Look for the string "image" in the material below. Copy every line where you find it.

#### [Information]
● ● ●

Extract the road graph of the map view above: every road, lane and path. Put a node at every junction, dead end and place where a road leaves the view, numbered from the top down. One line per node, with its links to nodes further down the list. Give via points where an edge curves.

● ● ●

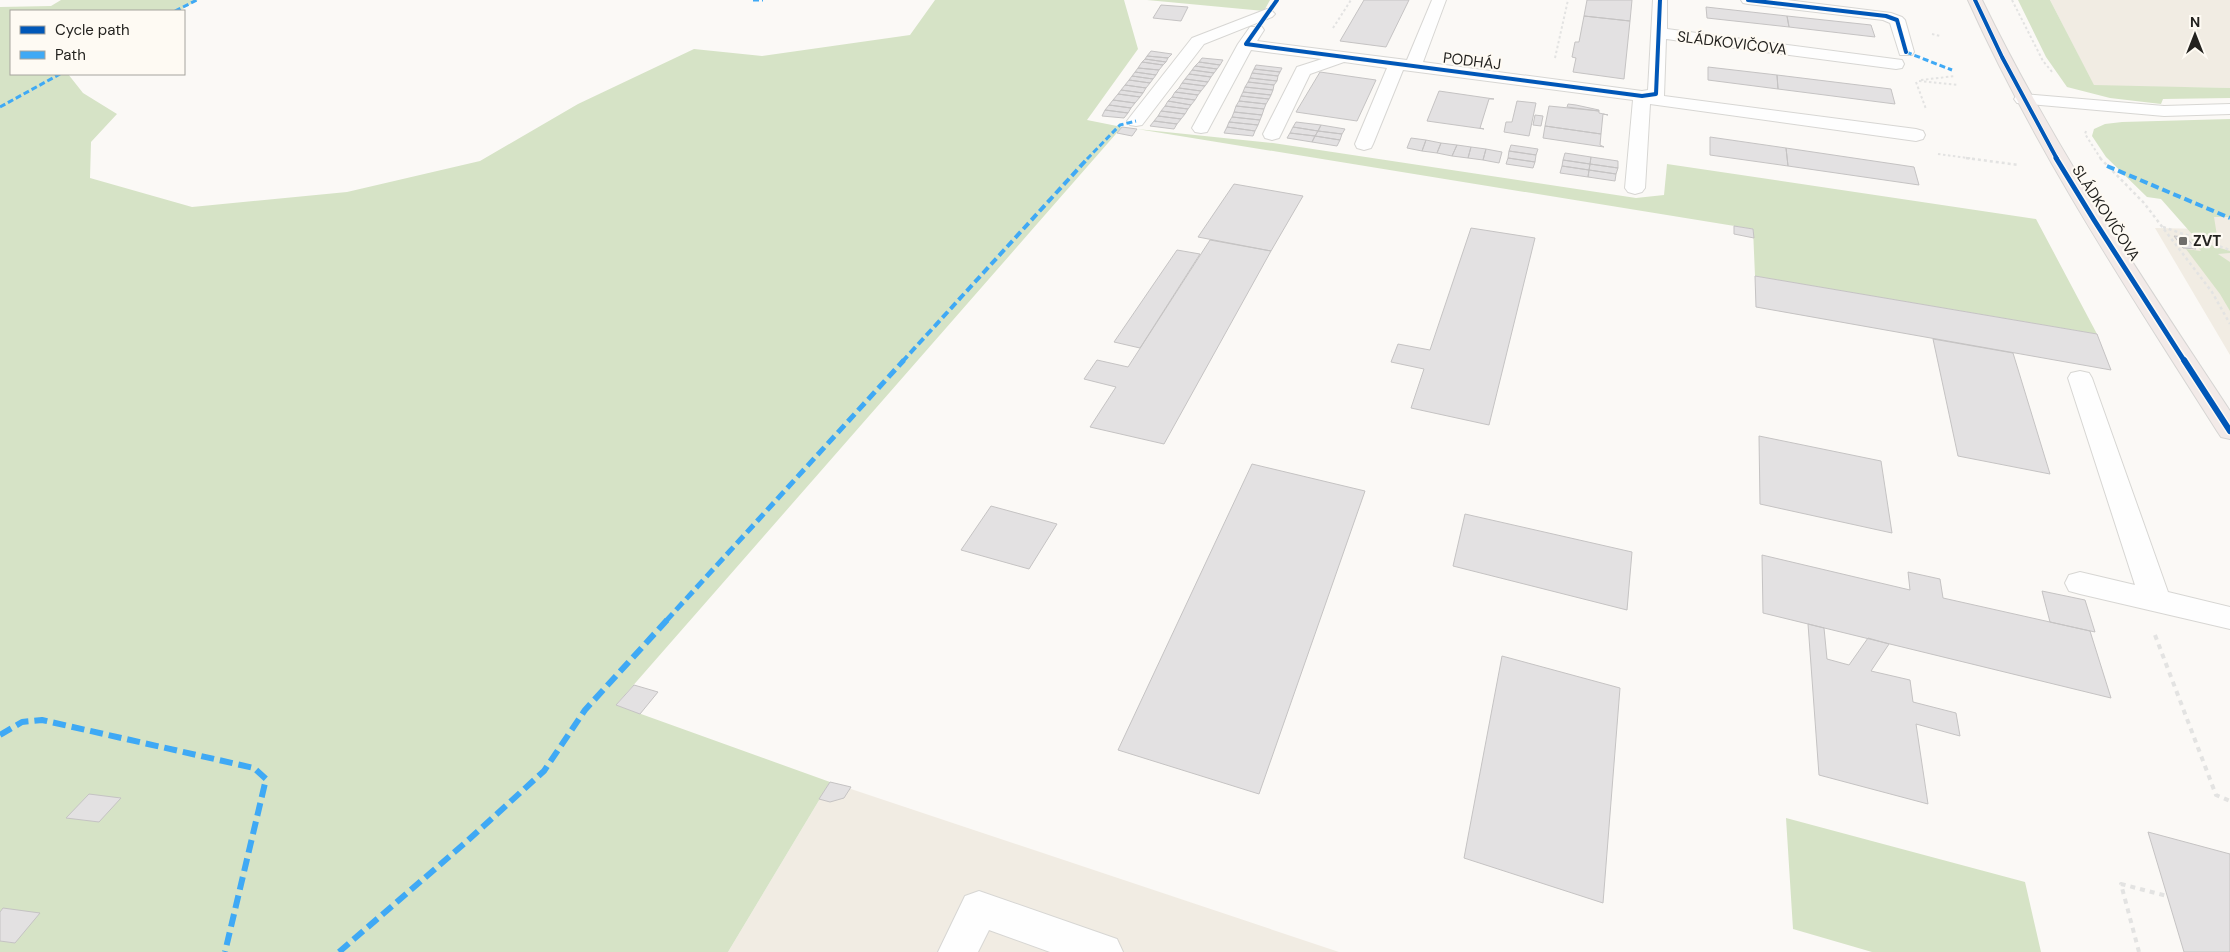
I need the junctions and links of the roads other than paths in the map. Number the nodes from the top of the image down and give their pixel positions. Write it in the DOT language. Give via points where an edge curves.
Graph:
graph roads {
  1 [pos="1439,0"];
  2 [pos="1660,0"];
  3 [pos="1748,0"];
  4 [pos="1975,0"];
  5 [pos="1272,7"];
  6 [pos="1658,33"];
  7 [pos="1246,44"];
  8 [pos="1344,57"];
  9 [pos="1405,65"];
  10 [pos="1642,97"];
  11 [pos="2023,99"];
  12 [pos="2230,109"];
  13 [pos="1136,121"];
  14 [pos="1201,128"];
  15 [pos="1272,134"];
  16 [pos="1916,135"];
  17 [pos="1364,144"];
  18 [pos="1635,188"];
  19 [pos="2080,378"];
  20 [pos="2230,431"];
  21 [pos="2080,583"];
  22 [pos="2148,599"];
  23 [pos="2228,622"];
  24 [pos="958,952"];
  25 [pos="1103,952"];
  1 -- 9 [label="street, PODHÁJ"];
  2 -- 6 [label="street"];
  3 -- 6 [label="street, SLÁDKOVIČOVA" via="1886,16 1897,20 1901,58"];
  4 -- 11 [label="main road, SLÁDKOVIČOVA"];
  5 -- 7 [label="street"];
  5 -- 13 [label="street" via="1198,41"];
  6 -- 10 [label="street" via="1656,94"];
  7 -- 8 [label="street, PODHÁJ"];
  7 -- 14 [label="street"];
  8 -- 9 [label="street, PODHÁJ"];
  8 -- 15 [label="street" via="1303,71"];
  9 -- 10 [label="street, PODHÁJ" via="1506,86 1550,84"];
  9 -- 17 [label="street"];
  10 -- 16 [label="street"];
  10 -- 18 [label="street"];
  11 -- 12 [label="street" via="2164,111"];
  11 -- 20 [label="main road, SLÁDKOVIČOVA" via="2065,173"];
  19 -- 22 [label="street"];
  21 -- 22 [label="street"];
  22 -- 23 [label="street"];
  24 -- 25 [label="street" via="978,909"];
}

● ● ●

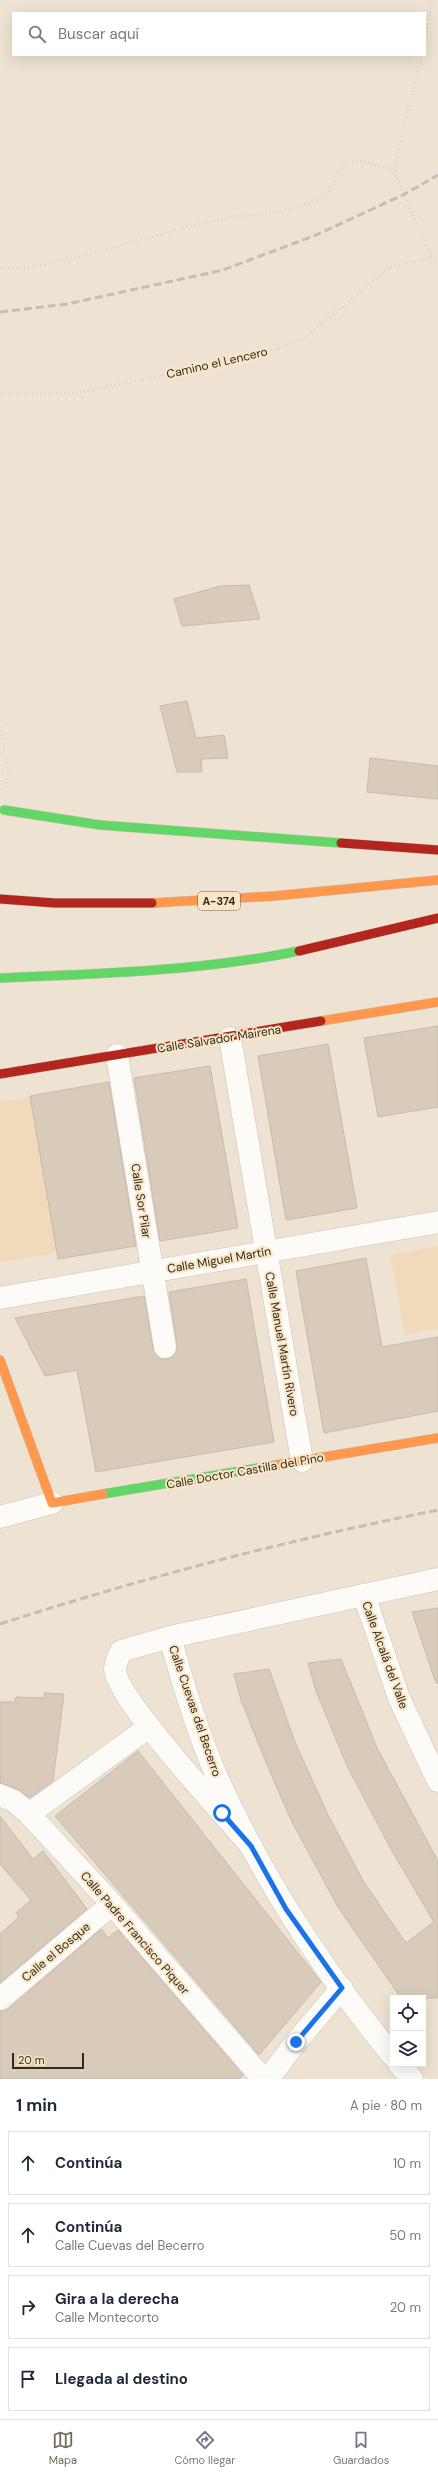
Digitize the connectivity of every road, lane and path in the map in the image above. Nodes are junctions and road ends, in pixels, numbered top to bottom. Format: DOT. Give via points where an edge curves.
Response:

● ● ●

#### [Result]
I need the junctions and links of the roads other than paths in the map. Number the nodes from the top of the image down and give their pixel positions. Write it in the DOT language. Give via points where an edge curves.
Digitize the connectivity of every road, lane and path in the map in the image above. Nodes are junctions and road ends, in pixels, numbered top to bottom. Format: DOT. Give via points where an edge curves.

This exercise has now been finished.